Canada has added its voice to calls for political reforms, peaceful and inclusive political dialogue in Ethiopia. The country also expressed ‘‘concerns over the deaths and violence arising from the recent unrest, particularly in the Oromia and Amhara regions.’‘
This position was contained in a statement released by the Canadian Department of Foreign Affairs, Trade and Development, after the visit of Stéphane Dion, Minister of Foreign Affairs to the horn of Africa nation that has been suffering from anti-government protests since November 2015.
‘‘Minister Dion had a meeting with Prime Minister Hailemariam Desalegn, in which they discussed the current state of emergency and the critical importance of undertaking timely and meaningful reforms for the benefit of all Ethiopians—particularly its youth—in support of the country’s growth and prosperity.
Minister Dion had a meeting with Prime Minister Hailemariam Desalegn, in which they discussed the current state of emergency and the critical importance of undertaking timely and meaningful reforms for the benefit of all Ethiopians.
‘‘The Minister also participated in an in-depth exchange with civil society representatives, highlighting the need for democratic space, pluralism and respect of fundamental freedoms for any political dialogue to be successful,’‘ the statement read.
— Stéphane Dion (@MinCanadaFA) November 12, 2016
Canada noted that Ethiopia was ‘‘an important partner in the region.’‘ Ethiopia was the final stop of the Minister’s first visit to sub-Saharan Africa, he had earlier visted Nigeria and Kenya.
Ethiopia is currently under a Command Post administering a 6 month state of emergency imposed in early October. The authorities recently released a list of over 11,000 people arrested under the state of emergency.
They also lifted a restriction on the movement of diplomats citing the return to peace. The state of emergency had raised concerns about the use of repression to silent opposition members.

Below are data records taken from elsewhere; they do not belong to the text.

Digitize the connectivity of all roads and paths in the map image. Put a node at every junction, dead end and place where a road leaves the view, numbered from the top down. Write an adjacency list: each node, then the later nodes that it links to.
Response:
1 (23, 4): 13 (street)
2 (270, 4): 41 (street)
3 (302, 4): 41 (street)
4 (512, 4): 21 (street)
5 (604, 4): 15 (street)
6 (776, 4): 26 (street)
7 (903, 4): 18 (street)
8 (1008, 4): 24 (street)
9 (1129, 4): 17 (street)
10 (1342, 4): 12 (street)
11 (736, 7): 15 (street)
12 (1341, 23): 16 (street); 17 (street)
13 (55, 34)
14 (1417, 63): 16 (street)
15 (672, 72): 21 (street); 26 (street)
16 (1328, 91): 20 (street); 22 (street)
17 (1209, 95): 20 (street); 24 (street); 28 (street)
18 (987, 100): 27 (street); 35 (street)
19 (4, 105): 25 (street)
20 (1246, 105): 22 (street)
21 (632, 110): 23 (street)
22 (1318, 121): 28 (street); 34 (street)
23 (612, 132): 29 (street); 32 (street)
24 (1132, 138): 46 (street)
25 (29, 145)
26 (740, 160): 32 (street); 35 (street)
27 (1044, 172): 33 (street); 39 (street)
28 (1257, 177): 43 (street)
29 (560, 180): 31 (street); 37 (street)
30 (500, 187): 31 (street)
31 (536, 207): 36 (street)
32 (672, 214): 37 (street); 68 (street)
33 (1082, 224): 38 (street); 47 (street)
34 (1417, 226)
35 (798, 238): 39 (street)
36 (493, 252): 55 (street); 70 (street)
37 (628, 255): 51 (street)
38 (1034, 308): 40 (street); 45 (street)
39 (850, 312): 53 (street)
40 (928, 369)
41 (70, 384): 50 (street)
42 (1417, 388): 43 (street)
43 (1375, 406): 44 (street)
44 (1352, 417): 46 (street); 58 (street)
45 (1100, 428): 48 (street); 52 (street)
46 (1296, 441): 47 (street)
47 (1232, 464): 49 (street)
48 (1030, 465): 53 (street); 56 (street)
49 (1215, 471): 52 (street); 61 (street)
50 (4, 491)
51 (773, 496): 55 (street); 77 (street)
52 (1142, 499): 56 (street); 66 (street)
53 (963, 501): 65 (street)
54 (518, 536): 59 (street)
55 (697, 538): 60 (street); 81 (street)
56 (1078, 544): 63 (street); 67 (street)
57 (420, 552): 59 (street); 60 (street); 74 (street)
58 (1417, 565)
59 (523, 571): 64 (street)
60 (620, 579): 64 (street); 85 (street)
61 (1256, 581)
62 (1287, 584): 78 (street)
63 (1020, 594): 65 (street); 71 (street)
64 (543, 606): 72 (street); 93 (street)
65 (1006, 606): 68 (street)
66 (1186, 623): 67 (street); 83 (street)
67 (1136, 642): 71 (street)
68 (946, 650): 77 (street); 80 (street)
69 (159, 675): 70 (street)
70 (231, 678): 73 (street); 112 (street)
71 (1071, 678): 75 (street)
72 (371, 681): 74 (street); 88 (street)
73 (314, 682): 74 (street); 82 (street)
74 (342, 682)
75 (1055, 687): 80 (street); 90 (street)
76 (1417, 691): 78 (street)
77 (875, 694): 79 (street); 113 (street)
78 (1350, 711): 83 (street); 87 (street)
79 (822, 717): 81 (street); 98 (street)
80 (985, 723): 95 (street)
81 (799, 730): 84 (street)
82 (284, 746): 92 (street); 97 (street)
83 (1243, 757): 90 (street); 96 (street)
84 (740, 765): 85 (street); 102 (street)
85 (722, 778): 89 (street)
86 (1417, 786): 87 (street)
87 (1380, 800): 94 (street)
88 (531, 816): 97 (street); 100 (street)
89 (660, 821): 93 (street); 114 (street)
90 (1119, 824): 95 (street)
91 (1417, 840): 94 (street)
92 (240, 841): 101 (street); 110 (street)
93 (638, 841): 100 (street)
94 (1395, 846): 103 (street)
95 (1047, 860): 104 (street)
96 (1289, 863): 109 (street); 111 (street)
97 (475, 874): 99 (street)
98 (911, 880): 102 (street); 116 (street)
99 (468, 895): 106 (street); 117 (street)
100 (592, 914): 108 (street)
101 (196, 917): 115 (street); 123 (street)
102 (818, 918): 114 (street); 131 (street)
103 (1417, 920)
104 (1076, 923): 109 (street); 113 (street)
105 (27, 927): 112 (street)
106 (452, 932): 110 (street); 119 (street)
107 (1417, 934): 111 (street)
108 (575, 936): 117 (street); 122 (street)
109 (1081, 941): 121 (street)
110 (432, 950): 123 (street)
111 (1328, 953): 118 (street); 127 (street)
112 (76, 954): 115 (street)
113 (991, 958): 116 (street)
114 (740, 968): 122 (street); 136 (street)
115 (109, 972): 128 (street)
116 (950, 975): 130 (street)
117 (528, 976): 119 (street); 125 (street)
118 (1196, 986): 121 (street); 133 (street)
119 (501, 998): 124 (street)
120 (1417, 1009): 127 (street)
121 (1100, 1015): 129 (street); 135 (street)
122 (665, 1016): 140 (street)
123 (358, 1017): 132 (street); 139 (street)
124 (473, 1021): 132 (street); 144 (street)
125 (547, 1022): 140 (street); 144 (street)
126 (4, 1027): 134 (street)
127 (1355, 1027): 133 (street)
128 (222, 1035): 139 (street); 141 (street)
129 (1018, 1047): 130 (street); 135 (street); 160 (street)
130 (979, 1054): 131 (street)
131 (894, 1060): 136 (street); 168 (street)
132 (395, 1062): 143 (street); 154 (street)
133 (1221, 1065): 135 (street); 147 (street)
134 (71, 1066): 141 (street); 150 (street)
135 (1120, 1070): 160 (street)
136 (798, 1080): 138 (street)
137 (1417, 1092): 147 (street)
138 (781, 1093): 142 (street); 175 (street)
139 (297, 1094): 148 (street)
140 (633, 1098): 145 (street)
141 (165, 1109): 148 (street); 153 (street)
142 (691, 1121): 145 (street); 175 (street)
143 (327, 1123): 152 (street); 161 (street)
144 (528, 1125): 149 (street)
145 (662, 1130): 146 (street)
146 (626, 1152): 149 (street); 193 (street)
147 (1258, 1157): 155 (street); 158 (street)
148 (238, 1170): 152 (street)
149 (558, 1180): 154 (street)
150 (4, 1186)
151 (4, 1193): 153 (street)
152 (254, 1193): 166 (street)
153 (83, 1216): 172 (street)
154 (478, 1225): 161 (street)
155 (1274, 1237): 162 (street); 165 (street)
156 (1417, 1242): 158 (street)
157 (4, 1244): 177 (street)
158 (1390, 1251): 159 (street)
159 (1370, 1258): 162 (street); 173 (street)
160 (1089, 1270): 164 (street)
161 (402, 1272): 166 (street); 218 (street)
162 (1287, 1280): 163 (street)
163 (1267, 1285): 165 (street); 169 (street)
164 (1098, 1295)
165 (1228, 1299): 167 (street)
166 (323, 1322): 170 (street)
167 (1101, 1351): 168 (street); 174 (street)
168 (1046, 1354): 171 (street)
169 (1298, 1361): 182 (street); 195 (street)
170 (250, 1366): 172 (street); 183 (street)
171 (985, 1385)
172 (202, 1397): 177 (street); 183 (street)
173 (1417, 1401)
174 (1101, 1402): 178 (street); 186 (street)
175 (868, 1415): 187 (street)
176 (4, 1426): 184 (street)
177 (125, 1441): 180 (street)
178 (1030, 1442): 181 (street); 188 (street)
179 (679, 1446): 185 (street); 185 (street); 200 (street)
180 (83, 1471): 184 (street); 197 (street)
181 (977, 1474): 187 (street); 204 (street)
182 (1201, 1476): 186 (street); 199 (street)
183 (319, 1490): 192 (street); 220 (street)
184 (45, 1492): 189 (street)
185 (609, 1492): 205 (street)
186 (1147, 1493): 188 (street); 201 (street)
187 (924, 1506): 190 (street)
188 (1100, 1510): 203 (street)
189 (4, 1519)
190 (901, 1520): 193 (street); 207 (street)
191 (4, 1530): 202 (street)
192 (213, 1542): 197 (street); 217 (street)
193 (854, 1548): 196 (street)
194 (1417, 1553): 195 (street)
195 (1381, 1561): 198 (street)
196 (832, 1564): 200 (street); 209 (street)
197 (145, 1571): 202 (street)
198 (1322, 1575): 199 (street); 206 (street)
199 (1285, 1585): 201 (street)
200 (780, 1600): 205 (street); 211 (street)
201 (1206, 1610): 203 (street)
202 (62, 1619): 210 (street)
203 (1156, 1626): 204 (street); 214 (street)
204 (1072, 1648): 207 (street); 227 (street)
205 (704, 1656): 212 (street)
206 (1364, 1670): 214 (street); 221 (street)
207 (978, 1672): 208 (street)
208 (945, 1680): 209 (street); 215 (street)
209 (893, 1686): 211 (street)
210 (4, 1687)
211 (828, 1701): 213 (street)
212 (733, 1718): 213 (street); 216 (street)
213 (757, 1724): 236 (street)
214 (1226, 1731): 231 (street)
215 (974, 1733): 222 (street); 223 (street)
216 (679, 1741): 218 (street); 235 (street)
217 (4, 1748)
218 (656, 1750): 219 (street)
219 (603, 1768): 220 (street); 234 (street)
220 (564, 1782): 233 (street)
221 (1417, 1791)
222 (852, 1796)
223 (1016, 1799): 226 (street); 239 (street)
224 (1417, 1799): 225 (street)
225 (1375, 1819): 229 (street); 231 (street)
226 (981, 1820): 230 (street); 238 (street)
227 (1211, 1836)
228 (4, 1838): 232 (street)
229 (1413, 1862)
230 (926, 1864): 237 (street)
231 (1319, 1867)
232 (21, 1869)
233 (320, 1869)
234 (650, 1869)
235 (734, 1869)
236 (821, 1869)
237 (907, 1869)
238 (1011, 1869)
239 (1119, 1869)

The government recently reshuffled the cabinet as part of plans to make governance all inclusive. Human rights groups continue to pile pressure on the government accusing it of using the security mechanisms to repress dissenting voices.
Before Canada, Norway had expressed similar sentiments over the restive situation in the horn of Africa region in general but more so about Ethiopia. Norway described Ethiopia as a“partner” suffering from political unrest resulting in a recently imposed state of emergency.
The Norwegian Foreign Affairs chief, Borge Brende,said there was the need for the government to quickly undertake planned political reforms, an that they will be closely following the situation in the country. A similar call was made by German Chancellor, Angela Merkel, on a recent visit.